Industry Article

The Importance of Advanced ERC in Circuit Design

September 17, 2019 by Derong Yan, Mentor

This article introduces and explores advanced ERC, highlighting its differences from traditional ERC and discussing how it can help create better circuit designs.

In today’s designs, complex circuit issues such as latch-up, noise immunity, floating pins, cross-power-domain verification, and leakage current require verification techniques that can combine physical and electrical information to understand more complex connectivity and greater design context. Without such checks, designers cannot adequately verify the robustness of a schematic or layout design to ensure that circuits will operate as designed and intended, and that the circuitry is well-protected against potential electrical failures.

Traditional ERC vs. Advanced ERC

Traditional electrical rule checking (ERC) typically verifies elemental electrical design rules, using basic connectivity and device information to find issues such as floating wells and bad device construction. Such ERC execution has usually been enabled with design rule checking (DRC) and layout versus schematic (LVS) verification tools. However, more complex circuit issues are now being checked, including latch-up, noise immunity, floating pins, cross-power-domain verification, and leakage current, among others.

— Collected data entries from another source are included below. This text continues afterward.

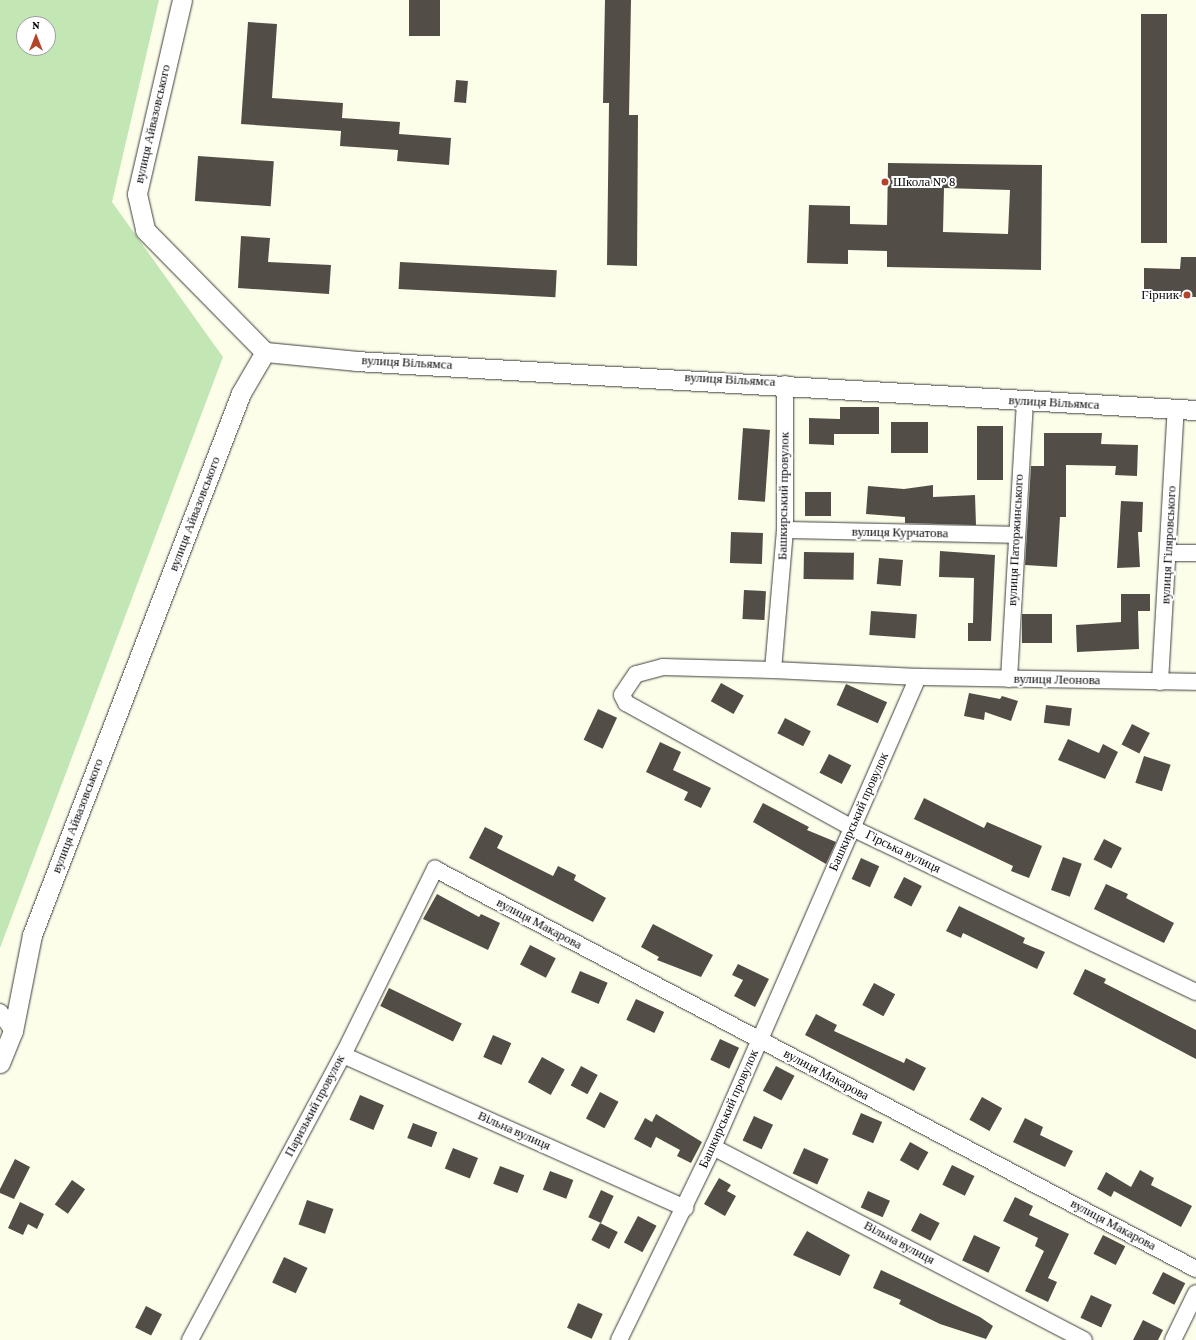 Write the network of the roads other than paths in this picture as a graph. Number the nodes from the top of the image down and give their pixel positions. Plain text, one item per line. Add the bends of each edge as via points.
1 (182, 0) edge
2 (265, 352) junction
3 (785, 384) junction
4 (1025, 402) junction
5 (1176, 408) junction
6 (1196, 410) edge
7 (785, 530) junction
8 (1015, 536) junction
9 (1168, 553) junction
10 (1196, 553) edge
11 (773, 670) junction
12 (918, 677) junction
13 (1009, 679) junction
14 (1160, 682) junction
15 (1196, 682) edge
16 (852, 828) junction
17 (435, 869) joint
18 (1196, 992) edge
19 (0, 1012) edge
20 (13, 1031) junction
21 (760, 1041) junction
22 (343, 1055) junction
23 (0, 1063) edge
24 (713, 1147) junction
25 (685, 1208) junction
26 (1196, 1269) edge
27 (1196, 1293) edge
28 (190, 1340) edge
29 (619, 1340) edge
30 (1084, 1340) edge
31 (1173, 1340) edge

1 - 2 street, вулиця Айвазовського via 137,194 145,230
2 - 3 street, вулиця Вільямса via 356,361
2 - 20 street, вулиця Айвазовського via 241,393 32,935
3 - 4 street, вулиця Вільямса
3 - 7 street, Башкирський провулок
4 - 5 street, вулиця Вільямса
4 - 8 street, вулиця Паторжинського
5 - 6 street, вулиця Вільямса
5 - 9 street, вулиця Гіляровського
7 - 8 street, вулиця Курчатова
7 - 11 street, Башкирський провулок
8 - 13 street, вулиця Паторжинського
9 - 10 street
9 - 14 street, вулиця Гіляровського
11 - 12 street
11 - 16 street, Гірська вулиця via 663,667 636,674 622,695 626,703
12 - 13 street, вулиця Леонова
12 - 16 street, Башкирський провулок
13 - 14 street, вулиця Леонова
14 - 15 street, вулиця Леонова
16 - 18 street, Гірська вулиця
16 - 21 street, Башкирський провулок
17 - 21 street, вулиця Макарова
17 - 22 street, Паризький провулок
19 - 20 street
20 - 23 street, вулиця Айвазовського
21 - 24 street, Башкирський провулок
21 - 26 street, вулиця Макарова
22 - 25 street, Вільна вулиця
22 - 28 street, Паризький провулок
24 - 25 street, Башкирський провулок
24 - 30 street, Вільна вулиця
25 - 29 street, Башкирський провулок
27 - 31 street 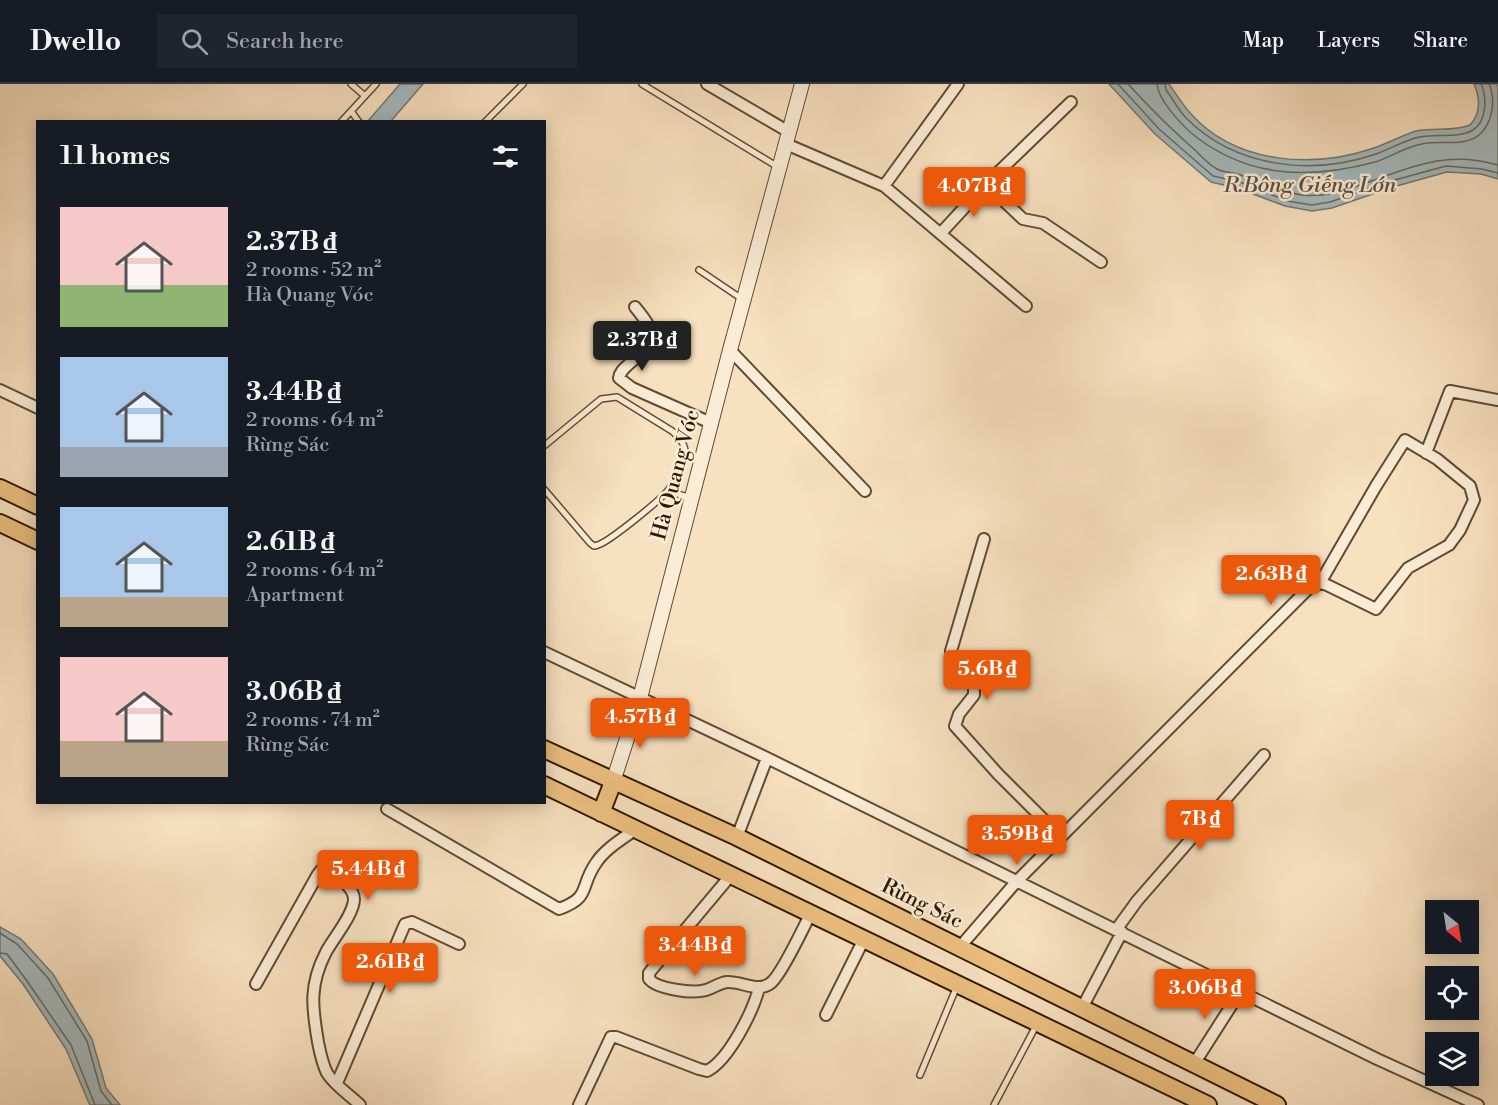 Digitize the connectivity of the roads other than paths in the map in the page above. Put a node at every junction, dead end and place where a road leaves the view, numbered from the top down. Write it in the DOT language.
graph roads {
  1 [pos="351,84"];
  2 [pos="376,84"];
  3 [pos="523,84"];
  4 [pos="642,84"];
  5 [pos="707,84"];
  6 [pos="958,84"];
  7 [pos="800,85"];
  8 [pos="365,96"];
  9 [pos="1071,102"];
  10 [pos="351,111"];
  11 [pos="343,120"];
  12 [pos="358,120"];
  13 [pos="487,120"];
  14 [pos="787,138"];
  15 [pos="779,168"];
  16 [pos="986,184"];
  17 [pos="884,186"];
  18 [pos="941,233"];
  19 [pos="1101,262"];
  20 [pos="699,270"];
  21 [pos="743,300"];
  22 [pos="1026,306"];
  23 [pos="635,307"];
  24 [pos="730,350"];
  25 [pos="0,390"];
  26 [pos="1498,400"];
  27 [pos="36,407"];
  28 [pos="711,423"];
  29 [pos="546,444"];
  30 [pos="1426,453"];
  31 [pos="0,488"];
  32 [pos="546,491"];
  33 [pos="668,491"];
  34 [pos="865,491"];
  35 [pos="691,498"];
  36 [pos="36,504"];
  37 [pos="0,523"];
  38 [pos="984,539"];
  39 [pos="36,540"];
  40 [pos="1320,583"];
  41 [pos="546,653"];
  42 [pos="640,698"];
  43 [pos="546,750"];
  44 [pos="1264,755"];
  45 [pos="767,758"];
  46 [pos="615,777"];
  47 [pos="546,786"];
  48 [pos="387,809"];
  49 [pos="601,813"];
  50 [pos="636,829"];
  51 [pos="740,831"];
  52 [pos="1060,837"];
  53 [pos="731,875"];
  54 [pos="1016,882"];
  55 [pos="811,913"];
  56 [pos="1119,931"];
  57 [pos="864,939"];
  58 [pos="965,942"];
  59 [pos="459,944"];
  60 [pos="256,984"];
  61 [pos="958,984"];
  62 [pos="759,987"];
  63 [pos="1240,992"];
  64 [pos="1086,1002"];
  65 [pos="826,1015"];
  66 [pos="1037,1023"];
  67 [pos="1197,1058"];
  68 [pos="921,1075"];
  69 [pos="337,1083"];
  70 [pos="360,1105"];
  71 [pos="579,1105"];
  72 [pos="994,1105"];
  73 [pos="1208,1105"];
  74 [pos="1277,1105"];
  75 [pos="1478,1105"];
  1 -- 8 [label="lane"];
  2 -- 8 [label="lane"];
  3 -- 13 [label="lane"];
  4 -- 15 [label="lane"];
  5 -- 14 [label="street"];
  6 -- 17 [label="street"];
  7 -- 14 [label="street, Hà Quang Vóc"];
  8 -- 10 [label="lane"];
  9 -- 16 [label="street"];
  10 -- 11 [label="lane"];
  10 -- 12 [label="lane"];
  14 -- 15 [label="street, Hà Quang Vóc"];
  14 -- 17 [label="street"];
  15 -- 21 [label="street, Hà Quang Vóc"];
  16 -- 18 [label="street"];
  16 -- 19 [label="street"];
  17 -- 18 [label="street"];
  18 -- 22 [label="street"];
  20 -- 21 [label="lane"];
  21 -- 24 [label="street, Hà Quang Vóc"];
  23 -- 28 [label="street"];
  24 -- 28 [label="street, Hà Quang Vóc"];
  24 -- 34 [label="street"];
  25 -- 27 [label="street"];
  26 -- 30 [label="street"];
  28 -- 35 [label="street, Hà Quang Vóc"];
  29 -- 33 [label="lane"];
  30 -- 40 [label="street"];
  30 -- 40 [label="street"];
  31 -- 36 [label="main road"];
  32 -- 33 [label="lane"];
  33 -- 35 [label="lane"];
  35 -- 42 [label="street, Hà Quang Vóc"];
  37 -- 39 [label="main road"];
  38 -- 52 [label="street"];
  40 -- 52 [label="street"];
  41 -- 42 [label="street"];
  42 -- 45 [label="street"];
  42 -- 46 [label="street, Hà Quang Vóc"];
  43 -- 46 [label="main road, Rừng Sác"];
  44 -- 56 [label="street"];
  45 -- 51 [label="street"];
  45 -- 54 [label="street"];
  46 -- 49 [label="main road"];
  46 -- 51 [label="main road, Rừng Sác"];
  47 -- 49 [label="main road"];
  48 -- 50 [label="street"];
  49 -- 50 [label="main road"];
  50 -- 53 [label="main road"];
  51 -- 58 [label="main road, Rừng Sác"];
  52 -- 54 [label="street"];
  53 -- 55 [label="main road"];
  53 -- 62 [label="street"];
  54 -- 56 [label="street"];
  54 -- 58 [label="street"];
  55 -- 57 [label="main road"];
  55 -- 62 [label="street"];
  56 -- 63 [label="street"];
  56 -- 64 [label="street"];
  57 -- 61 [label="main road"];
  57 -- 65 [label="street"];
  58 -- 64 [label="main road, Rừng Sác"];
  59 -- 69 [label="street"];
  60 -- 69 [label="street"];
  61 -- 66 [label="main road"];
  61 -- 68 [label="lane"];
  62 -- 71 [label="street"];
  63 -- 67 [label="street"];
  63 -- 75 [label="street"];
  64 -- 67 [label="main road, Rừng Sác"];
  66 -- 72 [label="lane"];
  66 -- 73 [label="main road"];
  67 -- 74 [label="main road, Rừng Sác"];
  69 -- 70 [label="street"];
}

Given the combination of advanced semiconductor process technology, the introduction of the system-on-chip (SoC), the existence of multiple power domains in today’s designs, and the need for in-context data during checking, ERC has become more and more challenging, to the point where traditional verification tools are no longer sufficient. Advanced ERC has become an important part of design verification for any integrated circuit (IC) chip design.

How is advanced ERC different? These checks typically require in-context information to verify the robustness of a schematic or layout design from the perspective of electrical engineering, ensuring that circuits will operate as designed and intended, and that the circuitry is well-protected against potential electrical failures. Advanced ERC violations can result in reduced yield, or worse, potential circuit malfunction or electrical failure after product delivery. Finding and correcting these errors is critical to product reliability and market success [1-5].

Why not just use a simulation tool? Unfortunately, simulation tools such as SPICE are only helpful to a limited extent, because they require precise set-up to expose subtle design issues. They also lack the scalability needed for today’s large SoC designs, which often contain billions of transistors.

Verification of these advanced electrical design rules requires electronic design automation (EDA) tools that understand more complex connectivity and greater design context. For example, some rule checks may involve one or more of the following situations:

  • Conditional device on and off scenarios
  • Propagation of varying voltage levels through MOS devices
  • Vectored inputs at voltage supply pins
  • Identification of un-driven gates
  • Circuit recognition (e.g., level-shifters and current mirrors)

Advanced ERC

Let's look at the some of the rule checks advanced ERC helps with in more detail.

 

Conditional Voltage Propogation

Electrical overstress (EOS) occurs when the electrical power or signals applied to a circuit or a device exceed normal operating conditions. An EOS check flow traces voltage propagation from the input pins of a circuit design, and flags any devices that are connected to higher-than normal voltages. However, an EOS flow based on traditional DRC and LVS tools usually only comprehends simple voltage propagation scenarios, in which a MOS device is always either on or off. Such a simplistic approach often results in the EOS check flow becoming too pessimistic, flagging false violations that result in wasted time during debugging.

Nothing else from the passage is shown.